● **TASK BRIEF**:
Could you copy the lines below exactly, leaving none out?

- - -

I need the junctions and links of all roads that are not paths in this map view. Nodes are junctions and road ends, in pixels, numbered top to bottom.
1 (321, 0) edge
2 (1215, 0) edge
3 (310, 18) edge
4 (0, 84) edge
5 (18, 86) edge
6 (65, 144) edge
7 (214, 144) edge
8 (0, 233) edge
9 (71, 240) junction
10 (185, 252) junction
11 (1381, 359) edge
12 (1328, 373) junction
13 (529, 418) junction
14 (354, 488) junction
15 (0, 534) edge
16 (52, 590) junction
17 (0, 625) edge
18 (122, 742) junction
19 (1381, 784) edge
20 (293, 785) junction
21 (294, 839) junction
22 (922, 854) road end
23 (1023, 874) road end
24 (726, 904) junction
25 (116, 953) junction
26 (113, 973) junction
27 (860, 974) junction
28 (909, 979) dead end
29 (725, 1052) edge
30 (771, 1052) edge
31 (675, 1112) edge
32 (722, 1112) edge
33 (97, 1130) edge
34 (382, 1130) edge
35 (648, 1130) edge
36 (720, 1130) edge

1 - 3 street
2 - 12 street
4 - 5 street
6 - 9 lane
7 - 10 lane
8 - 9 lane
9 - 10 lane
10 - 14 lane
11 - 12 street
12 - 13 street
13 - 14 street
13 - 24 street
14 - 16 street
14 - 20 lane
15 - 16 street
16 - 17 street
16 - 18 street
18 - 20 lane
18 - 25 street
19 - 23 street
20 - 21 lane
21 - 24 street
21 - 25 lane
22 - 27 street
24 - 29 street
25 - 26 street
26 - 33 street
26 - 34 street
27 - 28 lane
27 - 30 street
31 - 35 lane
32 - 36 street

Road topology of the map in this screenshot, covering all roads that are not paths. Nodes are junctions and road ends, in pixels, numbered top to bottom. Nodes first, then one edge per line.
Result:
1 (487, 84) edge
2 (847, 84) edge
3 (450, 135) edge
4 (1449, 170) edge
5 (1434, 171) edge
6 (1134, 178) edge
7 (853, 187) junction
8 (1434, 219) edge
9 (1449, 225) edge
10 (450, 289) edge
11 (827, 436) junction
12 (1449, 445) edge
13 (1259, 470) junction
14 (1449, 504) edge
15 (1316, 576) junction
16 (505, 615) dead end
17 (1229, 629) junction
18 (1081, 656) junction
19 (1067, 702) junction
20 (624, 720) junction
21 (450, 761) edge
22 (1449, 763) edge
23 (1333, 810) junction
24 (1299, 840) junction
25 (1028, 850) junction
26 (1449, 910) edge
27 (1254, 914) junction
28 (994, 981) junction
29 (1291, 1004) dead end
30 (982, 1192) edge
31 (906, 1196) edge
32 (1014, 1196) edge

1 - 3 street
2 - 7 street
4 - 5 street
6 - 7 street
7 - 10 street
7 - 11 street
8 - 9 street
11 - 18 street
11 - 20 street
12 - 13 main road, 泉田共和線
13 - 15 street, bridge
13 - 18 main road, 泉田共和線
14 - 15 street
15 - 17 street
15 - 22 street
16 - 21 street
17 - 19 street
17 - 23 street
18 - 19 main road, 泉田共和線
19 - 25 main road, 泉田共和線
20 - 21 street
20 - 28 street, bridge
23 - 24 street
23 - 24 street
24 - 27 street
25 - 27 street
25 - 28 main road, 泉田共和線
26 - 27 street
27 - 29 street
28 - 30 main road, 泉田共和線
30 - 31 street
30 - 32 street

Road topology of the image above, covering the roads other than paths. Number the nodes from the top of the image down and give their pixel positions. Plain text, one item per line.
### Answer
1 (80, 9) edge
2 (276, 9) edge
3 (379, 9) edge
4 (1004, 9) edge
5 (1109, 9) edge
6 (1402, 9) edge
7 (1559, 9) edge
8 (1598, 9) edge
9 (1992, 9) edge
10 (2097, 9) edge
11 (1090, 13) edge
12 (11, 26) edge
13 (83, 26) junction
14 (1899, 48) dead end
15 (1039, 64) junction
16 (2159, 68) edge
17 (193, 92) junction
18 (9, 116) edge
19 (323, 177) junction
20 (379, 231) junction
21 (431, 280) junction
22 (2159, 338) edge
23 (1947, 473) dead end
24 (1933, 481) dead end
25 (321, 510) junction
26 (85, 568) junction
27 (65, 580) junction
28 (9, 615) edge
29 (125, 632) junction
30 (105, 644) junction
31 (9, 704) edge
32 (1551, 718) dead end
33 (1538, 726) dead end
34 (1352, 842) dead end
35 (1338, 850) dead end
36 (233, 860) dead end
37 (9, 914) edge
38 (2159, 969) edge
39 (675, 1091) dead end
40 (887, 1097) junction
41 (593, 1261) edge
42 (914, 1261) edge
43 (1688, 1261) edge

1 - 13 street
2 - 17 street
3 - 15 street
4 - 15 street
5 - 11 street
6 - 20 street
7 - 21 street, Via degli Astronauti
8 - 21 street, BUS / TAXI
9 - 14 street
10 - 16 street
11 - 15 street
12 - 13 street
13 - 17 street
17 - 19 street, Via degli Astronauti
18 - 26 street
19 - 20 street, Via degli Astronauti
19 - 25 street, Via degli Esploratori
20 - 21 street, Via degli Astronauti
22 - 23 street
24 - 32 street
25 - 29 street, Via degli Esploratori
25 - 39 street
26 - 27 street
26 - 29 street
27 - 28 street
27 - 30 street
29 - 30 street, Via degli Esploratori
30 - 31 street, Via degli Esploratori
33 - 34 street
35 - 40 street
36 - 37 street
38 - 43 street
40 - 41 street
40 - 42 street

- - -

● **ANSWER AREA**:
I need the junctions and links of all roads that are not paths in this map view. Nodes are junctions and road ends, in pixels, numbered top to bottom.
1 (321, 0) edge
2 (1215, 0) edge
3 (310, 18) edge
4 (0, 84) edge
5 (18, 86) edge
6 (65, 144) edge
7 (214, 144) edge
8 (0, 233) edge
9 (71, 240) junction
10 (185, 252) junction
11 (1381, 359) edge
12 (1328, 373) junction
13 (529, 418) junction
14 (354, 488) junction
15 (0, 534) edge
16 (52, 590) junction
17 (0, 625) edge
18 (122, 742) junction
19 (1381, 784) edge
20 (293, 785) junction
21 (294, 839) junction
22 (922, 854) road end
23 (1023, 874) road end
24 (726, 904) junction
25 (116, 953) junction
26 (113, 973) junction
27 (860, 974) junction
28 (909, 979) dead end
29 (725, 1052) edge
30 (771, 1052) edge
31 (675, 1112) edge
32 (722, 1112) edge
33 (97, 1130) edge
34 (382, 1130) edge
35 (648, 1130) edge
36 (720, 1130) edge

1 - 3 street
2 - 12 street
4 - 5 street
6 - 9 lane
7 - 10 lane
8 - 9 lane
9 - 10 lane
10 - 14 lane
11 - 12 street
12 - 13 street
13 - 14 street
13 - 24 street
14 - 16 street
14 - 20 lane
15 - 16 street
16 - 17 street
16 - 18 street
18 - 20 lane
18 - 25 street
19 - 23 street
20 - 21 lane
21 - 24 street
21 - 25 lane
22 - 27 street
24 - 29 street
25 - 26 street
26 - 33 street
26 - 34 street
27 - 28 lane
27 - 30 street
31 - 35 lane
32 - 36 street

Road topology of the map in this screenshot, covering all roads that are not paths. Nodes are junctions and road ends, in pixels, numbered top to bottom. Nodes first, then one edge per line.
Result:
1 (487, 84) edge
2 (847, 84) edge
3 (450, 135) edge
4 (1449, 170) edge
5 (1434, 171) edge
6 (1134, 178) edge
7 (853, 187) junction
8 (1434, 219) edge
9 (1449, 225) edge
10 (450, 289) edge
11 (827, 436) junction
12 (1449, 445) edge
13 (1259, 470) junction
14 (1449, 504) edge
15 (1316, 576) junction
16 (505, 615) dead end
17 (1229, 629) junction
18 (1081, 656) junction
19 (1067, 702) junction
20 (624, 720) junction
21 (450, 761) edge
22 (1449, 763) edge
23 (1333, 810) junction
24 (1299, 840) junction
25 (1028, 850) junction
26 (1449, 910) edge
27 (1254, 914) junction
28 (994, 981) junction
29 (1291, 1004) dead end
30 (982, 1192) edge
31 (906, 1196) edge
32 (1014, 1196) edge

1 - 3 street
2 - 7 street
4 - 5 street
6 - 7 street
7 - 10 street
7 - 11 street
8 - 9 street
11 - 18 street
11 - 20 street
12 - 13 main road, 泉田共和線
13 - 15 street, bridge
13 - 18 main road, 泉田共和線
14 - 15 street
15 - 17 street
15 - 22 street
16 - 21 street
17 - 19 street
17 - 23 street
18 - 19 main road, 泉田共和線
19 - 25 main road, 泉田共和線
20 - 21 street
20 - 28 street, bridge
23 - 24 street
23 - 24 street
24 - 27 street
25 - 27 street
25 - 28 main road, 泉田共和線
26 - 27 street
27 - 29 street
28 - 30 main road, 泉田共和線
30 - 31 street
30 - 32 street

Road topology of the image above, covering the roads other than paths. Number the nodes from the top of the image down and give their pixel positions. Plain text, one item per line.
### Answer
1 (80, 9) edge
2 (276, 9) edge
3 (379, 9) edge
4 (1004, 9) edge
5 (1109, 9) edge
6 (1402, 9) edge
7 (1559, 9) edge
8 (1598, 9) edge
9 (1992, 9) edge
10 (2097, 9) edge
11 (1090, 13) edge
12 (11, 26) edge
13 (83, 26) junction
14 (1899, 48) dead end
15 (1039, 64) junction
16 (2159, 68) edge
17 (193, 92) junction
18 (9, 116) edge
19 (323, 177) junction
20 (379, 231) junction
21 (431, 280) junction
22 (2159, 338) edge
23 (1947, 473) dead end
24 (1933, 481) dead end
25 (321, 510) junction
26 (85, 568) junction
27 (65, 580) junction
28 (9, 615) edge
29 (125, 632) junction
30 (105, 644) junction
31 (9, 704) edge
32 (1551, 718) dead end
33 (1538, 726) dead end
34 (1352, 842) dead end
35 (1338, 850) dead end
36 (233, 860) dead end
37 (9, 914) edge
38 (2159, 969) edge
39 (675, 1091) dead end
40 (887, 1097) junction
41 (593, 1261) edge
42 (914, 1261) edge
43 (1688, 1261) edge

1 - 13 street
2 - 17 street
3 - 15 street
4 - 15 street
5 - 11 street
6 - 20 street
7 - 21 street, Via degli Astronauti
8 - 21 street, BUS / TAXI
9 - 14 street
10 - 16 street
11 - 15 street
12 - 13 street
13 - 17 street
17 - 19 street, Via degli Astronauti
18 - 26 street
19 - 20 street, Via degli Astronauti
19 - 25 street, Via degli Esploratori
20 - 21 street, Via degli Astronauti
22 - 23 street
24 - 32 street
25 - 29 street, Via degli Esploratori
25 - 39 street
26 - 27 street
26 - 29 street
27 - 28 street
27 - 30 street
29 - 30 street, Via degli Esploratori
30 - 31 street, Via degli Esploratori
33 - 34 street
35 - 40 street
36 - 37 street
38 - 43 street
40 - 41 street
40 - 42 street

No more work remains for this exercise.